(Records from a data source)
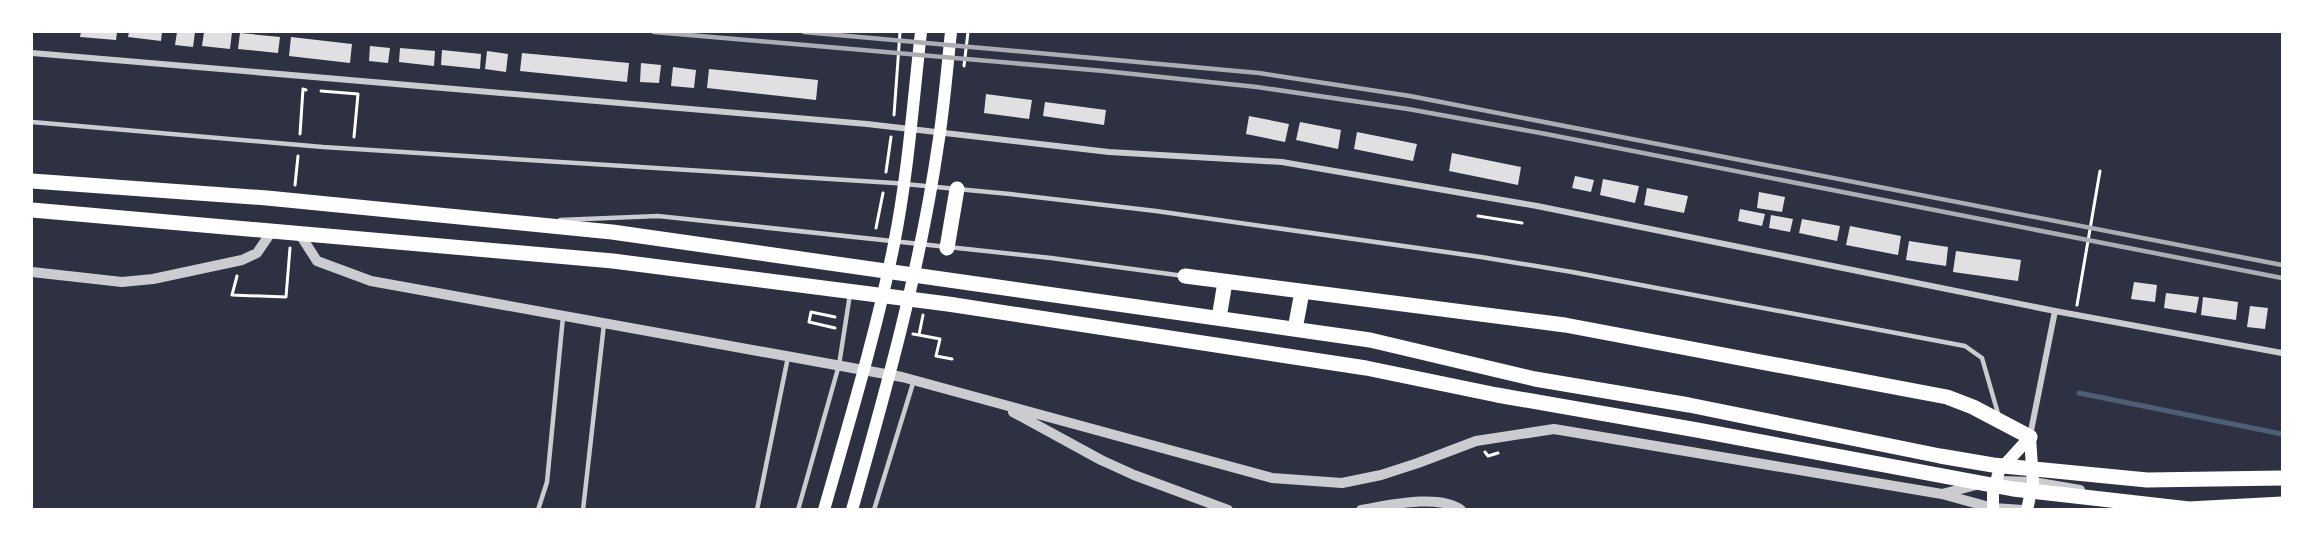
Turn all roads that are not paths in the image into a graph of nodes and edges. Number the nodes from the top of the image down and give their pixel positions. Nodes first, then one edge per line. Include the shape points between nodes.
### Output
1 (921, 32) edge
2 (951, 32) edge
3 (32, 53) edge
4 (32, 122) edge
5 (32, 181) edge
6 (957, 189) junction
7 (32, 210) edge
8 (509, 222) junction
9 (273, 231) junction
10 (299, 233) junction
11 (947, 248) junction
12 (32, 272) edge
13 (1185, 276) joint
14 (1225, 282) junction
15 (850, 291) junction
16 (1302, 292) junction
17 (2055, 311) junction
18 (563, 316) junction
19 (1219, 318) junction
20 (604, 323) junction
21 (1295, 329) junction
22 (2283, 353) edge
23 (788, 357) junction
24 (839, 365) junction
25 (914, 380) junction
26 (998, 404) junction
27 (2001, 423) junction
28 (2030, 437) junction
29 (2283, 478) edge
30 (1996, 481) junction
31 (2033, 482) junction
32 (1942, 494) junction
33 (2283, 504) edge
34 (1993, 509) edge
35 (538, 510) edge
36 (583, 510) edge
37 (757, 510) edge
38 (798, 510) edge
39 (824, 510) edge
40 (852, 510) edge
41 (874, 510) edge
42 (1228, 510) edge
43 (1361, 510) edge
44 (1461, 510) edge
45 (2025, 510) edge
46 (2202, 510) edge

1 - 39 main road via 894,243 872,341
2 - 40 main road via 939,144 922,235
3 - 17 street via 867,124 1109,152 1282,162 1537,206
4 - 6 lane via 352,149
5 - 8 highway via 267,198
6 - 11 highway
6 - 27 lane via 1156,211 1481,257 1965,346 1982,358
7 - 9 highway
8 - 11 lane via 658,216
8 - 19 highway via 612,232
9 - 10 highway
9 - 12 street via 257,253 242,260 153,279 122,282
10 - 15 highway via 613,261
10 - 18 street via 317,261 371,281
11 - 13 lane
13 - 14 highway
14 - 16 highway
14 - 19 highway
15 - 24 lane
15 - 33 highway via 1366,368 2013,489 2189,509
16 - 21 highway
16 - 27 highway via 1588,329 1947,397
17 - 22 street
17 - 28 street
18 - 20 street
18 - 35 lane via 547,482
19 - 21 highway
20 - 23 street
20 - 36 lane
21 - 29 highway via 1370,340 1535,379 1993,465 2147,480
23 - 24 street
23 - 37 lane
24 - 25 street
24 - 38 lane
25 - 26 street
25 - 41 lane
26 - 32 street via 1272,478 1305,482 1342,483 1381,475 1476,441 1554,429
26 - 42 street via 1118,468
27 - 28 highway
28 - 30 main road via 1999,471
28 - 31 main road
30 - 31 street
30 - 32 street
30 - 34 main road
31 - 45 main road
31 - 46 street
32 - 34 street
34 - 45 street
43 - 44 street via 1419,501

### Work to be completed:
Where the string "lane" appears in a line of the entries above, return that line.

### Solution:
4 - 6 lane via 352,149
6 - 27 lane via 1156,211 1481,257 1965,346 1982,358
8 - 11 lane via 658,216
11 - 13 lane
15 - 24 lane
18 - 35 lane via 547,482
20 - 36 lane
23 - 37 lane
24 - 38 lane
25 - 41 lane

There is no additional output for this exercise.